Put your face close to the creek the next time you sit by it, but don't look at your reflection – look though it. Frogs enjoying their evening around a pebble, right? Glitter, of course, courtesy of the wet sun. And when you part your lips to exhale the early morning air, if you sit calmly and allow yourself to see it, the mirror of the creek will reveal the world of Bella Sara.
It's been so long since 2007, when I must have started playing the card and PC magic horse game. I'm sure Petalhome Castle is now a cluster of blackened stumps, no longer the magnificent palace with living oak turrets and flower carpets. The palm trees in the Rose Valley desert are no doubt drooping like a sad woman's shoulders, hardly as proud as they were nearly 20 years ago (she hurts like I do). But, while most of these enchanted places have, admittedly, eroded in my memory anyway, I'll always remember my time in the Canter Farms stables, brushing my horse.

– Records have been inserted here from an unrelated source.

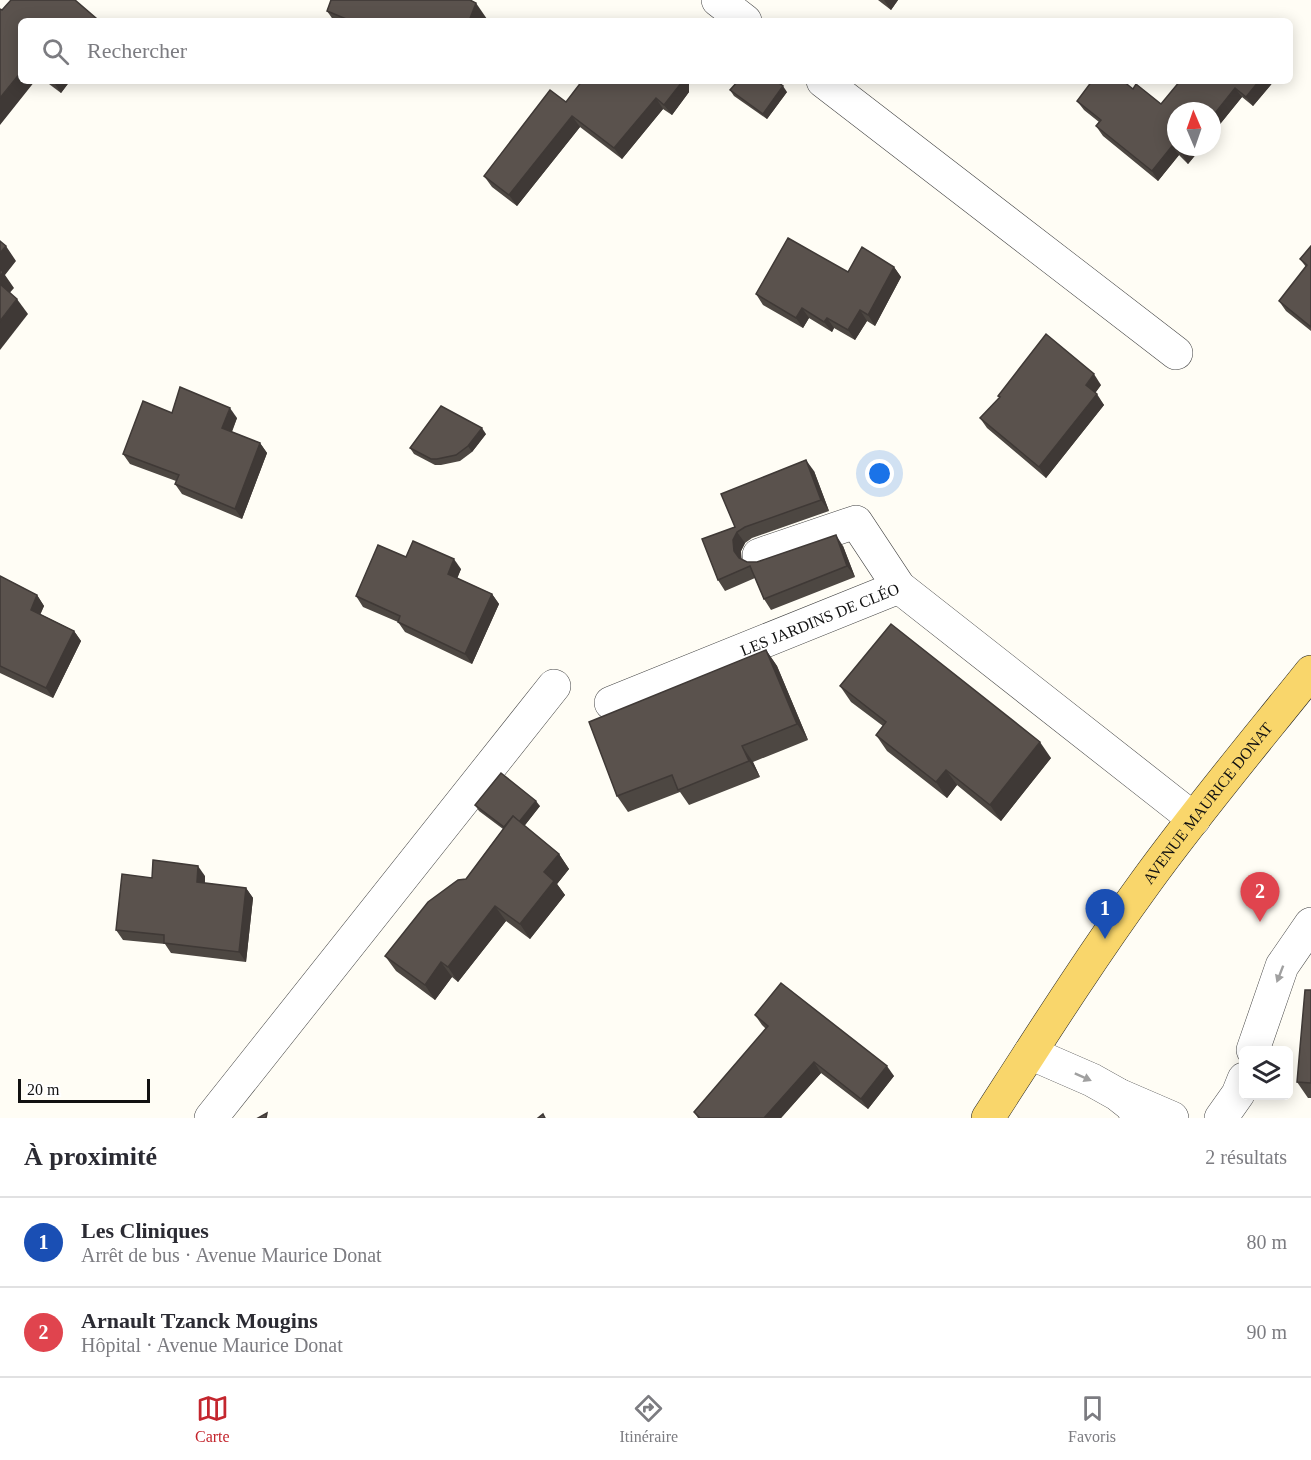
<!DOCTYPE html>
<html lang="fr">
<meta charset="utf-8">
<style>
:root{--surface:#fff;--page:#f2f2f3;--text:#2b2b33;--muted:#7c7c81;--line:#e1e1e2;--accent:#c4262e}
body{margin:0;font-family:Georgia,serif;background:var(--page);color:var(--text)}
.controls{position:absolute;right:18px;bottom:18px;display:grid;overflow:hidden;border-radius:9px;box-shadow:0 3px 15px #0003}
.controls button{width:54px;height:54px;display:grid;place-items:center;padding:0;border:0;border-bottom:2px solid var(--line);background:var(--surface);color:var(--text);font:30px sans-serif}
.compass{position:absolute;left:1167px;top:102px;width:54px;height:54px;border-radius:50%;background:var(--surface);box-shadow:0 3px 15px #0003;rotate:358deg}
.scale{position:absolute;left:18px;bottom:15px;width:132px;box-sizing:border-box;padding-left:6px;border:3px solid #111;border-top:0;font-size:16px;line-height:21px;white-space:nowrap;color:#111;-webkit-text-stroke:4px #fff;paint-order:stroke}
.you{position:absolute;left:880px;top:474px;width:21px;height:21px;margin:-15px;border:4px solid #fff;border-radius:50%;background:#1a73e8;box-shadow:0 0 0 9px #1a73e833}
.badge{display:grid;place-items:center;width:39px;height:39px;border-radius:50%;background:var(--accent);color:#fff;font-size:20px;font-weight:700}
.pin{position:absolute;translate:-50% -50px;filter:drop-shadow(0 2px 3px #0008)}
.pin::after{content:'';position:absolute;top:32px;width:21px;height:18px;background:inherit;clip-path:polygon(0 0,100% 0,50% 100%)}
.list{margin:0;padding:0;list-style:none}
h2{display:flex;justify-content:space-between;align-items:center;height:78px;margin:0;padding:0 24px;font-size:26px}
h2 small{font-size:20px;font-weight:400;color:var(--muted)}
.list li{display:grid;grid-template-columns:39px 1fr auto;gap:18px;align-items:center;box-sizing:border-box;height:90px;padding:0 24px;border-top:2px solid var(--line)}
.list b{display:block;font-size:22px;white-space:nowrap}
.list p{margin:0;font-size:20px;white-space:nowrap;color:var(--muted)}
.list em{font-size:20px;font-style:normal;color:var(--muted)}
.icon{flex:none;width:33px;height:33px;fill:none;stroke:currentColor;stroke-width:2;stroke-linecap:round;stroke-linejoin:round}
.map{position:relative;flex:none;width:1311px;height:1118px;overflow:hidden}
.search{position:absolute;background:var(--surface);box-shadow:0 3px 15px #0003;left:18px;right:18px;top:18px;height:66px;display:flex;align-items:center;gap:15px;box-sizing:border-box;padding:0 21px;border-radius:9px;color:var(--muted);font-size:22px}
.sheet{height:258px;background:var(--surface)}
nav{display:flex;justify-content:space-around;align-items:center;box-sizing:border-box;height:84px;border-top:2px solid var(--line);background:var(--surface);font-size:16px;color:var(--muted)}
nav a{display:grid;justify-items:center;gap:3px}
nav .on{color:var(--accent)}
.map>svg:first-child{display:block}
</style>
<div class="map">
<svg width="1311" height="1118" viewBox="0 0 1311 1118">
<rect width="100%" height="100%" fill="#fffdf5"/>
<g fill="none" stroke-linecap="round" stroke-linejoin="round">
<!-- minor casing -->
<g stroke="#444" stroke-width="34">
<g id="minor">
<path d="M 718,0 L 745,21"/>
<path d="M 823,81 L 1176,353"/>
<path d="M 759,555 L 856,522 L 899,587"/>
<path id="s1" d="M 611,703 L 899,587 L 1194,819"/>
<path d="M 1253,1050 L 1282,966 L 1311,924"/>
<path d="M 1030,1053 L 1092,1080 L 1117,1094 L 1131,1105 L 1139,1118"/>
<path d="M 1121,1096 L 1172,1118"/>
<path d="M 211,1118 L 554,686"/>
<path d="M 1221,1118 L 1238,1094 L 1244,1079"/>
</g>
</g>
<!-- major casing -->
<g stroke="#222" stroke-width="34">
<g id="major">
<path id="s2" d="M 988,1118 C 1039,1039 1089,960 1145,883 C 1197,811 1255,742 1311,672"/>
</g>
</g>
<!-- minor -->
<use href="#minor" stroke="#fff" stroke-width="33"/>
<!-- major -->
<use href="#major" stroke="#f9d66b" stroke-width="33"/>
</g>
<!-- wall -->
<g fill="#4d4742">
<path d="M 878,0 L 898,0 L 891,10 Z"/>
<path d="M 327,11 L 487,19 L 487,21 L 334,21 Z"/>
<path d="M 45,81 L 70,81 L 61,93 Z"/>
<path d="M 689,81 L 689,92 L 672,115 L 663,109 L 622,159 L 580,127 L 517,206 L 492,187 L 484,176 L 566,102 Z"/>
<path d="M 1180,81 L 1274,81 L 1253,106 L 1242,97 L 1212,134 L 1212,111 L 1176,147 L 1202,147 L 1188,164 L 1179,155 L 1158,181 L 1103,136 L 1096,126 L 1099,122 L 1084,110 L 1077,101 L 1161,104 Z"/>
<path d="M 730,90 L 787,92 L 767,119 L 734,96 Z"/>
<path d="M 1311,246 L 1311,331 L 1286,311 L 1279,301 L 1306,267 L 1300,259 Z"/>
<path d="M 894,267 L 901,277 L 875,326 L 867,321 L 855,340 L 834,328 L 832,332 L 809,318 L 803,328 L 763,305 L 756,294 L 848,272 Z"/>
<path d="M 1101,385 L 1095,393 L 1104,405 L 1046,478 L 987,428 L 980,418 Z"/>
<path d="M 172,413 L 237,418 L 232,432 L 260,443 L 267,453 L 242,519 L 182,494 L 175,484 L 176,481 L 130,464 L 123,454 Z"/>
<path d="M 486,434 L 472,452 L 460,461 L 441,465 L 435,465 L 414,454 L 410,448 Z"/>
<path d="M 814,471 L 829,511 L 752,538 L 745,543 L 741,551 L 741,559 L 747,562 L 757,562 L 843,546 L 855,577 L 771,610 L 764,599 L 755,578 L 725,591 L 718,580 L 735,527 Z"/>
<path d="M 406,557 L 461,569 L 457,578 L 492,594 L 499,604 L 472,664 L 405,632 L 398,622 L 363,607 L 356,596 Z"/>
<path d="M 0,576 L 37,595 L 44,606 L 40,614 L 74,631 L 81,641 L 53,698 L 0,673 Z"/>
<path d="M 766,650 L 777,666 L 808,740 L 753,762 L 760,777 L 689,805 L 680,792 L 628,812 L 617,796 Z"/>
<path d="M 840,686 L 1051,758 L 1001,821 L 957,785 L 947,798 L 887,751 L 876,735 L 883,726 L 851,702 Z"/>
<path d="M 475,805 L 540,806 L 524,826 L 559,854 L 569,869 L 557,884 L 565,895 L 530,939 L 506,921 L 458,982 L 452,977 L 435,1000 L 396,971 L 385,956 L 466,879 L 503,829 L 479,811 Z"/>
<path d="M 205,876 L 205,883 L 246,888 L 253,898 L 246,962 L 171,953 L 165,944 L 123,940 L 116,930 L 152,878 Z"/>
<path d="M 1311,990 L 1311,1098 L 1308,1098 L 1297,1082 Z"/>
<path d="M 755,1015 L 894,1076 L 868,1109 L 821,1073 L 781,1118 L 698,1118 L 694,1112 L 766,1029 L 762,1025 Z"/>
</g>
<!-- shaded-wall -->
<g fill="#3f3936">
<path d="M 884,0 L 898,0 L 891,10 Z"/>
<path d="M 476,3 L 487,19 L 487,21 L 469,21 Z"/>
<path d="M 21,72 L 21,81 L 35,81 L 0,125 L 0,98 Z"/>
<path d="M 53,81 L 70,81 L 61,93 Z"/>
<path d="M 682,81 L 689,81 L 689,92 L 672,115 L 664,105 Z"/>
<path d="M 1259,81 L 1274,81 L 1253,106 L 1246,97 Z"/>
<path d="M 783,86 L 787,92 L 767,119 L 763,114 Z"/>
<path d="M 1235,88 L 1242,97 L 1212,134 L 1212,117 Z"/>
<path d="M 656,98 L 663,109 L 622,159 L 614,148 Z"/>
<path d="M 572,116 L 580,127 L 517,206 L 509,195 Z"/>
<path d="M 1172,146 L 1179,155 L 1158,181 L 1152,171 Z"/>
<path d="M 1188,147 L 1202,147 L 1188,164 L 1182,154 Z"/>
<path d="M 6,246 L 16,261 L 5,275 L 14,288 L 7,296 L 0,285 L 0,253 Z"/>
<path d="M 894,267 L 901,277 L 875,326 L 868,315 Z"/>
<path d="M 17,299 L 28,314 L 0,350 L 0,321 Z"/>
<path d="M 802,308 L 809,318 L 803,328 L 796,318 Z"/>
<path d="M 860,310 L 867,321 L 855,340 L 848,330 Z"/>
<path d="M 827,318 L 834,328 L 832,332 L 824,322 Z"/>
<path d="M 1094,374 L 1101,385 L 1093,396 L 1086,385 Z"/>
<path d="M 1097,394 L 1104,405 L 1046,478 L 1039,467 Z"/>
<path d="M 230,408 L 237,418 L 229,438 L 222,428 Z"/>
<path d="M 482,428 L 486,434 L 472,452 L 468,446 Z"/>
<path d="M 260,443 L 267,453 L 242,519 L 235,509 Z"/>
<path d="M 806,460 L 814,471 L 829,511 L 821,500 Z"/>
<path d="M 737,532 L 745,543 L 741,551 L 742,562 L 734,551 L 733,540 Z"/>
<path d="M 836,535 L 843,546 L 855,577 L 847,566 Z"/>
<path d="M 454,559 L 461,569 L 455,584 L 448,574 Z"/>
<path d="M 492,594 L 499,604 L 472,664 L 465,654 Z"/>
<path d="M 37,595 L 44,606 L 38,620 L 31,610 Z"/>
<path d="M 74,631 L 81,641 L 53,698 L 46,688 Z"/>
<path d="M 766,650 L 777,666 L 808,740 L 797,724 Z"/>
<path d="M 1040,742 L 1051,758 L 1001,821 L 990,805 Z"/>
<path d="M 742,746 L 753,762 L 760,777 L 749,761 Z"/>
<path d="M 946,770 L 957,785 L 947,798 L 936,782 Z"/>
<path d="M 536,801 L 540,806 L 515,838 L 511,832 Z"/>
<path d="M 559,854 L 569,869 L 557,884 L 565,895 L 530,939 L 520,924 L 544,872 Z"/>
<path d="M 198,866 L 205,876 L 204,892 L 197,882 Z"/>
<path d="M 246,888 L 253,898 L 246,962 L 239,952 Z"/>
<path d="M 495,906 L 506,921 L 458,982 L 448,967 Z"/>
<path d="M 441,962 L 452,977 L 435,1000 L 425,985 Z"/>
<path d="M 814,1062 L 821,1073 L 781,1118 L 764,1118 Z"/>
<path d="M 887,1066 L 894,1076 L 868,1109 L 861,1099 Z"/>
</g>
<!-- building -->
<g fill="#5a524d" stroke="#3f3936" stroke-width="1.5">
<path d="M 11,0 L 75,0 L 97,19 L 96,21 L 21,21 L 21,72 L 0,98 L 0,9 L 2,10 Z"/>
<path d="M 331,0 L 470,0 L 476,3 L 469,21 L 351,21 L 327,11 Z"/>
<path d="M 582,81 L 682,82 L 664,105 L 656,98 L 614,148 L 572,116 L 509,195 L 484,176 L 550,90 L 566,102 Z"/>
<path d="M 738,81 L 776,81 L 783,86 L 763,114 L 730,90 Z"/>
<path d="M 1092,81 L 1123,81 L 1133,89 L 1136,84 L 1161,104 L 1180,81 L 1259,81 L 1246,97 L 1235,88 L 1212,117 L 1212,111 L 1176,111 L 1176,147 L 1188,147 L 1182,154 L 1172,146 L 1152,171 L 1096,126 L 1101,120 L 1077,101 Z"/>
<path d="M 788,238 L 848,272 L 862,247 L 894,267 L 868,315 L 860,310 L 848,330 L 827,318 L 824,322 L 802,308 L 796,318 L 756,294 Z"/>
<path d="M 0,241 L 6,246 L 0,253 Z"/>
<path d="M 1311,246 L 1311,327 L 1279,301 L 1307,265 L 1300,259 Z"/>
<path d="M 0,269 L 3,272 L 0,277 Z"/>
<path d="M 0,284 L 17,299 L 0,321 Z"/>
<path d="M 1046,334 L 1094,374 L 1086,385 L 1097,394 L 1039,467 L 980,418 L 1000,397 L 998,396 Z"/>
<path d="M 180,387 L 230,408 L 222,428 L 260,443 L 235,509 L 175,484 L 179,475 L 123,454 L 143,401 L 172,413 Z"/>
<path d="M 441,406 L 482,428 L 468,446 L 456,455 L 437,459 L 431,459 L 410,448 Z"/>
<path d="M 806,460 L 821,500 L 745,527 L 737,532 L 733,540 L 734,551 L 739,558 L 747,562 L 757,562 L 836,535 L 847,566 L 764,599 L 750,566 L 718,580 L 702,539 L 735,527 L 721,494 Z"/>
<path d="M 413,541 L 454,559 L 448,574 L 492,594 L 465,654 L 398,622 L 400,616 L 356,596 L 378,545 L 406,557 Z"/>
<path d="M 0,576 L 37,595 L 31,610 L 74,631 L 46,688 L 0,666 Z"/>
<path d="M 891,624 L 1040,742 L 990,805 L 946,770 L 936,782 L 876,735 L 886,722 L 840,686 Z"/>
<path d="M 766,650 L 797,724 L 742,746 L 749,761 L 678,790 L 672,775 L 617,796 L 589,722 Z"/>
<path d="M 501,773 L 536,801 L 519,822 L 513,816 L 504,827 L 475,805 Z"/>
<path d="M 513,816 L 559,854 L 544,872 L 554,881 L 520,924 L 495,906 L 448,967 L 441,962 L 425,985 L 385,956 L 428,902 L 458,880 L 466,879 Z"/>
<path d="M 153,860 L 198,866 L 197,882 L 246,888 L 239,952 L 164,943 L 164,935 L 116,930 L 122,874 L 152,878 Z"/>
<path d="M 781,983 L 887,1066 L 861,1099 L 814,1062 L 764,1118 L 700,1118 L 694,1112 L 768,1026 L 755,1015 Z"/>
<path d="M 1305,990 L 1311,990 L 1311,1083 L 1297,1082 Z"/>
<path d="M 267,1113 L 266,1118 L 258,1118 Z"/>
<path d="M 543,1114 L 545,1118 L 538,1118 Z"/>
</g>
<!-- one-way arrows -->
<defs><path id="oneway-solid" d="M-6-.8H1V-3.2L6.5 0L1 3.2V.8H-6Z" transform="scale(1.5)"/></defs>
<g fill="#a0a0a0">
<use href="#oneway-solid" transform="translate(1280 974) rotate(111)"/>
<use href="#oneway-solid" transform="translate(1083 1077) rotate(24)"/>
</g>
<g text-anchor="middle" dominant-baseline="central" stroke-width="6" stroke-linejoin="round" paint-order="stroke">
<!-- street labels -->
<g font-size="16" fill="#111" stroke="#fff">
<text stroke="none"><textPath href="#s1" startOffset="225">LES JARDINS DE CLÉO</textPath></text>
<text stroke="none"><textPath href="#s2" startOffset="384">AVENUE MAURICE DONAT</textPath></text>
</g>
</g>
</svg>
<div class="controls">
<button><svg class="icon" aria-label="layers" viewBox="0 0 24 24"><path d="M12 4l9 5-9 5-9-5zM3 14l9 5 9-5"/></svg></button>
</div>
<svg class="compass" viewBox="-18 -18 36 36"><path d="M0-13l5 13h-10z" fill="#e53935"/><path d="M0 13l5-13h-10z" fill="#7c7c81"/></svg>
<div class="scale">20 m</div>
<div class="you"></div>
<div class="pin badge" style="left:1105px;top:939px;background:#1a4fb4">1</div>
<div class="pin badge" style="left:1260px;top:922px;background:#e0444e">2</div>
<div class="search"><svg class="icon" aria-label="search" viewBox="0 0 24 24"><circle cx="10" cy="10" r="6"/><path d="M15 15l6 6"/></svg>Rechercher</div>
</div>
<section class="sheet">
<h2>À proximité<small>2 résultats</small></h2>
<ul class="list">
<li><span class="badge" style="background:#1a4fb4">1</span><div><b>Les Cliniques</b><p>Arrêt de bus · Avenue Maurice Donat</p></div><em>80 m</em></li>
<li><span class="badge" style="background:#e0444e">2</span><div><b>Arnault Tzanck Mougins</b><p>Hôpital · Avenue Maurice Donat</p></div><em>90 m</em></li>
</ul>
</section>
<nav>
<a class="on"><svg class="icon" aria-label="map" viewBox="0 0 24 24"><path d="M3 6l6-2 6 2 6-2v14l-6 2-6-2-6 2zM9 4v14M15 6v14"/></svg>Carte</a>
<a><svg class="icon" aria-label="directions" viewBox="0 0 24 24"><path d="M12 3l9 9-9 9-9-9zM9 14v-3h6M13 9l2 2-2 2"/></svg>Itinéraire</a>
<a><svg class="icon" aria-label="saved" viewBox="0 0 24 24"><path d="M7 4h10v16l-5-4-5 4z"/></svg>Favoris</a>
</nav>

Now I wonder, who was the horse?
Could it have been Ivy that I tended to with that dense grooming brush, the chocolate curls of her hair entwined sweetly with vines? Or was it Bella herself, the muscular mare queen with a mane made of stardust, whose elegance and intelligence were simply tools with which she could transmit her message: "Think positive every day! Feel the bliss of joy and energy that comes with it." Or, in Russian: "Светлые мысли порождают добрые дела, а добрые дела приносят радость!"
I want to say I gave Bella oats and apples for breakfast. I scooped out the dirt from her hooves so she could walk on cobblestone as well as on water – a blessing from her friend, the child goddess Sara.
I used to pray for that kind of buoyancy. I want to be made totally in Jesus' image. But I could never walk on water. I'd hold my breath before I jumped in the pool, and I still sank directly to the bottom.
Looking into a creek, that's something I can do. Miracles, that's something I feel. Alone in the woods, I sense the wind carrying a stampede of memories: a swarm of unicorns and purple horses, the child goddesses who once brushed their hair online. None of God's humility.
I'm ashamed. We were vain, enjoying when Snowdreamer – spots of poinsettias around her tail like freckles – would tell us indulgently, "Be brave enough to go wherever your dreams take you."
At times as an adult, I've paid for following that advice. But the part of me that's still a child, that sees the child in my sister and people that played Bella Sara online – our heartstrings glow with decadence, and this braids us together.
Silver on the summer breeze, one of us is singing:
there was bella,
white as a forgotten dream
i brushed her with great tenderness
and i kept her house and hooves clean
she only ever stood, silent and unknowable
a beast belonging neither to flesh nor me
but i loved her ferociously
because she was alone
unless she was being led by her rope
and for that i felt we were the same
– Bee Wertheimer

And now I should lay in the moss to dream of vanilla.
Vanilla is Bella's favorite food. It smells like my perfume and frosting.
I'd like to make everyone frosting from my love.
I'd like… for midnight to come early, so that I can wish for good luck, a horseshoe, and the frosting of my audacious childhood to move in where the pain lives.